Stored data entries:
--------------------------------------------------

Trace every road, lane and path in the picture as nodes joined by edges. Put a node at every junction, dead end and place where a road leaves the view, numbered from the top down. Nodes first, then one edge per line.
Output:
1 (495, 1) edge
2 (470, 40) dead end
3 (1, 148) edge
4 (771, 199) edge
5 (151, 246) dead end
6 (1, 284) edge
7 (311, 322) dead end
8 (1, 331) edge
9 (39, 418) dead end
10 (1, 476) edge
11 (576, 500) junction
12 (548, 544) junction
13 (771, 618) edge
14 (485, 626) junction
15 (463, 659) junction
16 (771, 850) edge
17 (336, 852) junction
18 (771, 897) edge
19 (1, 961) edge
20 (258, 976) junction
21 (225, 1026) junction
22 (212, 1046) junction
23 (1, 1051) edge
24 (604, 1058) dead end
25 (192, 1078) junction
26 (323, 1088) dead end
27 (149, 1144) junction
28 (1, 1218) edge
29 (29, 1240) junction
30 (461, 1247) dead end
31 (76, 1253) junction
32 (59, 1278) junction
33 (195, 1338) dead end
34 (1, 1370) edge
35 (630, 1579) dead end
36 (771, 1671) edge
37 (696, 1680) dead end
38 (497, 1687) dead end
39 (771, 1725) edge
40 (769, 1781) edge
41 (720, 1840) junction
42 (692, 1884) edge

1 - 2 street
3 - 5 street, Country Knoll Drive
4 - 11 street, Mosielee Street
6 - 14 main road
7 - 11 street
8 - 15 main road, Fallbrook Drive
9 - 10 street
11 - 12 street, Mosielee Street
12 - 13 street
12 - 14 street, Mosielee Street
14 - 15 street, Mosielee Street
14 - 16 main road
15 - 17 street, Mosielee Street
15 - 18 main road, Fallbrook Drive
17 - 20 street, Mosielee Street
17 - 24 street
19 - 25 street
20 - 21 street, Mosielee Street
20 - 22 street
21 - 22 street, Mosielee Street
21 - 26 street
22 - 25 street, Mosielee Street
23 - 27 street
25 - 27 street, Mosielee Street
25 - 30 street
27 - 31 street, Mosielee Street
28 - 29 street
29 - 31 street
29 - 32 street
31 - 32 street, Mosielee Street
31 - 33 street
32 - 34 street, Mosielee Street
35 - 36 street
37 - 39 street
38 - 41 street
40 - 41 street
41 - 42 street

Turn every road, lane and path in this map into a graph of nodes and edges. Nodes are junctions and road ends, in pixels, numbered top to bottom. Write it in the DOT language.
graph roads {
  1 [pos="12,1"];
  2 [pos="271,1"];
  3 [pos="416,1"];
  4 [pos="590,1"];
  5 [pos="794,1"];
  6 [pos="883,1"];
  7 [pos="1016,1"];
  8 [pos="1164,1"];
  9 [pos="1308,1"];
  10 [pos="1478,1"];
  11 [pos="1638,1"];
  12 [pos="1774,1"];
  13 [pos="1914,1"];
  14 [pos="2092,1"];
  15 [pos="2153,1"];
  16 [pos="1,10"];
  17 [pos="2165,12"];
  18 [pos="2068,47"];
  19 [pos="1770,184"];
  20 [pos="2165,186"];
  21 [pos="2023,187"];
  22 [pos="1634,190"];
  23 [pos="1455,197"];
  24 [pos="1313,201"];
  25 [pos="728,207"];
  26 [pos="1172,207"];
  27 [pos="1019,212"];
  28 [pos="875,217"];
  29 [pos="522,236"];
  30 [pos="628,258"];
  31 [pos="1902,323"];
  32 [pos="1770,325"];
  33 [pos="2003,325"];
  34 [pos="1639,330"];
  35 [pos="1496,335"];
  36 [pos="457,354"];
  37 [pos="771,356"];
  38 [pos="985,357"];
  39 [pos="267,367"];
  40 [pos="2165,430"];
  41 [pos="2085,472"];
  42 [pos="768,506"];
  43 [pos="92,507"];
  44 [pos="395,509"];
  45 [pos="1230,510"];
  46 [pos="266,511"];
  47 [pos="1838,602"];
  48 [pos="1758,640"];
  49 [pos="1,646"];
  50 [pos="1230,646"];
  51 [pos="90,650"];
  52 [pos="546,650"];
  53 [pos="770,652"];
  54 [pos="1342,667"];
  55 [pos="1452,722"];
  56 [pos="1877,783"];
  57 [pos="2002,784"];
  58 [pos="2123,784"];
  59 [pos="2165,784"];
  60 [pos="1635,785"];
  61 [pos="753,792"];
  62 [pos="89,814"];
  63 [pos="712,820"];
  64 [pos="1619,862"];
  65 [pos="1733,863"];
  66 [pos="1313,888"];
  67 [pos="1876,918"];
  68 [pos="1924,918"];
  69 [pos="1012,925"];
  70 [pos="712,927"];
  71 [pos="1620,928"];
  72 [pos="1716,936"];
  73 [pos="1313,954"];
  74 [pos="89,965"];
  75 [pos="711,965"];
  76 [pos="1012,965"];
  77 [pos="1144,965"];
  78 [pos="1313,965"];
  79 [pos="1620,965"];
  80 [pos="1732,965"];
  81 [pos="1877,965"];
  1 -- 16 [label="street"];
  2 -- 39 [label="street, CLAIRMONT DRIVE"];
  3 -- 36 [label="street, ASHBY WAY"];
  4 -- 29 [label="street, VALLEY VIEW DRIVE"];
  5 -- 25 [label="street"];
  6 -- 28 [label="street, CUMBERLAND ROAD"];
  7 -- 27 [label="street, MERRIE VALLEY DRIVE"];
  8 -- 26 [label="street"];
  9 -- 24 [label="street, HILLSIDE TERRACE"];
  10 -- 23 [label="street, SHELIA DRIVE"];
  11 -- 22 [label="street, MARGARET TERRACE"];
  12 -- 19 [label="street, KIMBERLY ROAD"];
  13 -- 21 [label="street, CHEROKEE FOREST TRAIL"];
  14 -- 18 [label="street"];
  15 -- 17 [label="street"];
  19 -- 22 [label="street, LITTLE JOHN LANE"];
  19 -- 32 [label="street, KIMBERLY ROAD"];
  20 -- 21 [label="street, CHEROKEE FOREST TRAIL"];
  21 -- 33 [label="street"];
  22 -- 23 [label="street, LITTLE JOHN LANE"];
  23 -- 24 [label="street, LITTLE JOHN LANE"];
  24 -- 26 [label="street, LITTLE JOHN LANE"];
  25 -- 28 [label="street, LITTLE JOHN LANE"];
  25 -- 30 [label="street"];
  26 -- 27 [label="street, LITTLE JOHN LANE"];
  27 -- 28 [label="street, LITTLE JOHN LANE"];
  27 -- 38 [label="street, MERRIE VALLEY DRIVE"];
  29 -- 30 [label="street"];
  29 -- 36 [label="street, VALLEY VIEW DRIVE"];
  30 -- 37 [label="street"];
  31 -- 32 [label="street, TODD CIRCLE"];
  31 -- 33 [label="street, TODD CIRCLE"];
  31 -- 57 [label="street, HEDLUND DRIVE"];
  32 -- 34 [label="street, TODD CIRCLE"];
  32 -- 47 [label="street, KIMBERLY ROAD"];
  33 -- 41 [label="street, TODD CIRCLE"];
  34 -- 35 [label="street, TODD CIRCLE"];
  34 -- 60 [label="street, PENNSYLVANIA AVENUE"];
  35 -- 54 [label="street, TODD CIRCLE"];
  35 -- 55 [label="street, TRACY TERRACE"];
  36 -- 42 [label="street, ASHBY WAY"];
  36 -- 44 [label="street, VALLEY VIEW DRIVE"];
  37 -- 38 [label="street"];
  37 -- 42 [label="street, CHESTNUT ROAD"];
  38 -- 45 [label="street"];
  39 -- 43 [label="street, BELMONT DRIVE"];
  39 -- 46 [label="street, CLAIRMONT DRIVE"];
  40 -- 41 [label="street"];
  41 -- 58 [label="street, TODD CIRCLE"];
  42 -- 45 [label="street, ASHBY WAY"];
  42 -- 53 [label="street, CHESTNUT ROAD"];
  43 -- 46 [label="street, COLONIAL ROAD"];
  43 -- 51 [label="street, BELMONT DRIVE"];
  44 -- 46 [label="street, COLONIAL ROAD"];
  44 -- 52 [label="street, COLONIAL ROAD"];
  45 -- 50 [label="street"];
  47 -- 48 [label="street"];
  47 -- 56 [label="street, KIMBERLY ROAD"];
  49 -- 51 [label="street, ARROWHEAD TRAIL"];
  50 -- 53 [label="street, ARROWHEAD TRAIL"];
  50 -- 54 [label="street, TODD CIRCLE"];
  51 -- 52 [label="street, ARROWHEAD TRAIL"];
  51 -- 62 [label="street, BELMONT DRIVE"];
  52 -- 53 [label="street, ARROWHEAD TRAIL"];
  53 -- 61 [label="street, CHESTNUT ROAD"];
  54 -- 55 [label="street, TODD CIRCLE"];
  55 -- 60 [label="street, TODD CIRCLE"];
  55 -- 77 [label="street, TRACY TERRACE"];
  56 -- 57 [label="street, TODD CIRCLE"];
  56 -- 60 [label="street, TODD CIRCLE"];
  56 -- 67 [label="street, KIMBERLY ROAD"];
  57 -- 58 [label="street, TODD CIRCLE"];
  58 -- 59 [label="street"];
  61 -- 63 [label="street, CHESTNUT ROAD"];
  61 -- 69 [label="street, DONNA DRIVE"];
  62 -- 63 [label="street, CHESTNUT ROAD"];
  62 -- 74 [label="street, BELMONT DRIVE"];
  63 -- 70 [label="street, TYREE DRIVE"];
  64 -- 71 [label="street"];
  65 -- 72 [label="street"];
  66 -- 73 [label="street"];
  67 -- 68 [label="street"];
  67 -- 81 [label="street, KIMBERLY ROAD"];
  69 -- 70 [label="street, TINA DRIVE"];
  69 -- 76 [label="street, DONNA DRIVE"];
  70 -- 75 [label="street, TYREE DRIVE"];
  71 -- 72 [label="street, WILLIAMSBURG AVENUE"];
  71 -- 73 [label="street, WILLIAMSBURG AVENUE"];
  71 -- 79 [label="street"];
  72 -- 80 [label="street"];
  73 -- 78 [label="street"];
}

--------------------------------------------------

## [What you need to do]
In how many lines above does the word "edges" appear? Answer with only the number.

## [Output of the task]
2